(Saved entries)

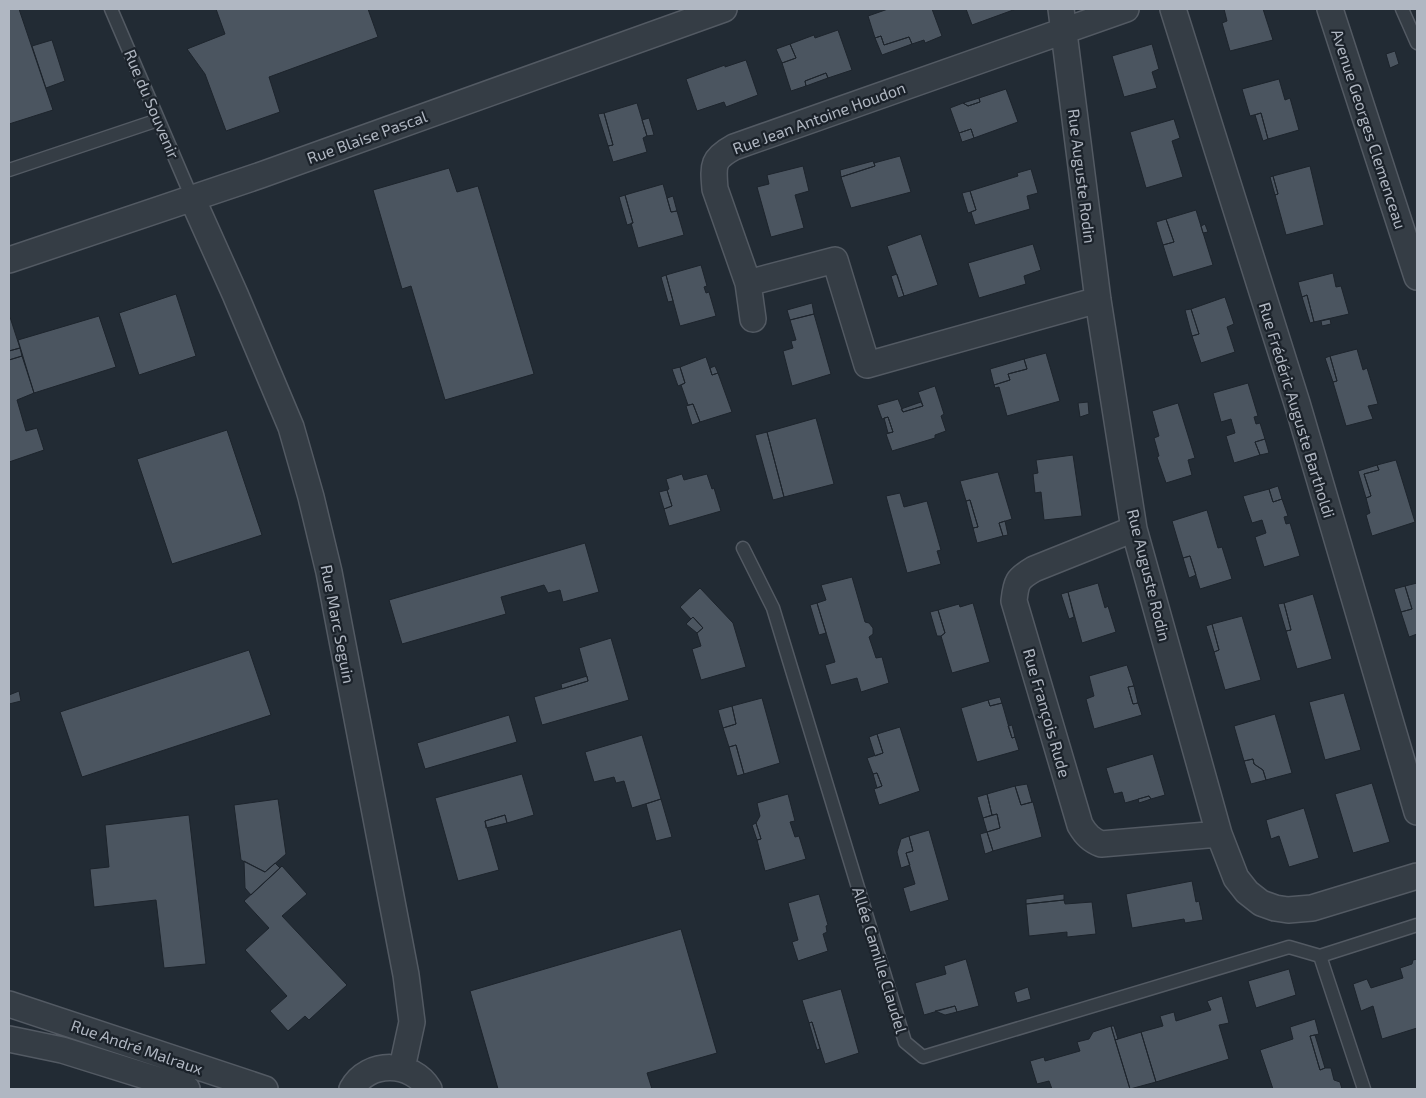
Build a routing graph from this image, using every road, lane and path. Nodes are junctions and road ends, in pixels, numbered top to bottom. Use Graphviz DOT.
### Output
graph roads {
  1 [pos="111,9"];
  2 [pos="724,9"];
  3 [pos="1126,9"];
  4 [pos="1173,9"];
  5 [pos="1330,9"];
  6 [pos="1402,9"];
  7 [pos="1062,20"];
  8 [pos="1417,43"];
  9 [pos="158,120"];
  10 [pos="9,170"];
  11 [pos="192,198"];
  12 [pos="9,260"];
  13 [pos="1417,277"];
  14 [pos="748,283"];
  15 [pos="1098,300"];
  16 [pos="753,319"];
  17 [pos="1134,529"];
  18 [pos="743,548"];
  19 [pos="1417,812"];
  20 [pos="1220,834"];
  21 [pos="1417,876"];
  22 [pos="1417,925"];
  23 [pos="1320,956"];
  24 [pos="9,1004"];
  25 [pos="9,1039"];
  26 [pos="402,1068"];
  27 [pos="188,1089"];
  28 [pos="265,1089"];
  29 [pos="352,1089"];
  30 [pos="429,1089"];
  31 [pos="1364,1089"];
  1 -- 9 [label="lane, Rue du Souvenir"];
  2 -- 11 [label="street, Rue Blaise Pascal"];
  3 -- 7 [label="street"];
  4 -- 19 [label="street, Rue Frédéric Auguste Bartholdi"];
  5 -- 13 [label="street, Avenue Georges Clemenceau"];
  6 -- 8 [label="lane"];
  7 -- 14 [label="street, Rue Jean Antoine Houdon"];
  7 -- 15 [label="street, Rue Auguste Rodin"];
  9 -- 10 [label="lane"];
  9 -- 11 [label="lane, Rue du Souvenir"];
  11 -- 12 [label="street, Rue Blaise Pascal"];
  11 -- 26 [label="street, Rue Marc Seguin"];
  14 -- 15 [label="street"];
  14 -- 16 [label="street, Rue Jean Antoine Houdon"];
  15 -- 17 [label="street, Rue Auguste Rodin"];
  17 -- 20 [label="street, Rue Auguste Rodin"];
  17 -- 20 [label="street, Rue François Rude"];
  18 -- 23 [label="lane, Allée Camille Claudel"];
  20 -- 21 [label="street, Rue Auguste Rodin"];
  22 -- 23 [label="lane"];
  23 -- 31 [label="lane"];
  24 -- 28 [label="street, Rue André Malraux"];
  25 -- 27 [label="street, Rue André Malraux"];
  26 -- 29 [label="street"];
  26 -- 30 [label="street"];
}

**What you will do:** Print each record as it appears above, dropping every picture from the copy.

**Output for this exercise:**
Build a routing graph from this image, using every road, lane and path. Nodes are junctions and road ends, in pixels, numbered top to bottom. Use Graphviz DOT.
### Output
graph roads {
  1 [pos="111,9"];
  2 [pos="724,9"];
  3 [pos="1126,9"];
  4 [pos="1173,9"];
  5 [pos="1330,9"];
  6 [pos="1402,9"];
  7 [pos="1062,20"];
  8 [pos="1417,43"];
  9 [pos="158,120"];
  10 [pos="9,170"];
  11 [pos="192,198"];
  12 [pos="9,260"];
  13 [pos="1417,277"];
  14 [pos="748,283"];
  15 [pos="1098,300"];
  16 [pos="753,319"];
  17 [pos="1134,529"];
  18 [pos="743,548"];
  19 [pos="1417,812"];
  20 [pos="1220,834"];
  21 [pos="1417,876"];
  22 [pos="1417,925"];
  23 [pos="1320,956"];
  24 [pos="9,1004"];
  25 [pos="9,1039"];
  26 [pos="402,1068"];
  27 [pos="188,1089"];
  28 [pos="265,1089"];
  29 [pos="352,1089"];
  30 [pos="429,1089"];
  31 [pos="1364,1089"];
  1 -- 9 [label="lane, Rue du Souvenir"];
  2 -- 11 [label="street, Rue Blaise Pascal"];
  3 -- 7 [label="street"];
  4 -- 19 [label="street, Rue Frédéric Auguste Bartholdi"];
  5 -- 13 [label="street, Avenue Georges Clemenceau"];
  6 -- 8 [label="lane"];
  7 -- 14 [label="street, Rue Jean Antoine Houdon"];
  7 -- 15 [label="street, Rue Auguste Rodin"];
  9 -- 10 [label="lane"];
  9 -- 11 [label="lane, Rue du Souvenir"];
  11 -- 12 [label="street, Rue Blaise Pascal"];
  11 -- 26 [label="street, Rue Marc Seguin"];
  14 -- 15 [label="street"];
  14 -- 16 [label="street, Rue Jean Antoine Houdon"];
  15 -- 17 [label="street, Rue Auguste Rodin"];
  17 -- 20 [label="street, Rue Auguste Rodin"];
  17 -- 20 [label="street, Rue François Rude"];
  18 -- 23 [label="lane, Allée Camille Claudel"];
  20 -- 21 [label="street, Rue Auguste Rodin"];
  22 -- 23 [label="lane"];
  23 -- 31 [label="lane"];
  24 -- 28 [label="street, Rue André Malraux"];
  25 -- 27 [label="street, Rue André Malraux"];
  26 -- 29 [label="street"];
  26 -- 30 [label="street"];
}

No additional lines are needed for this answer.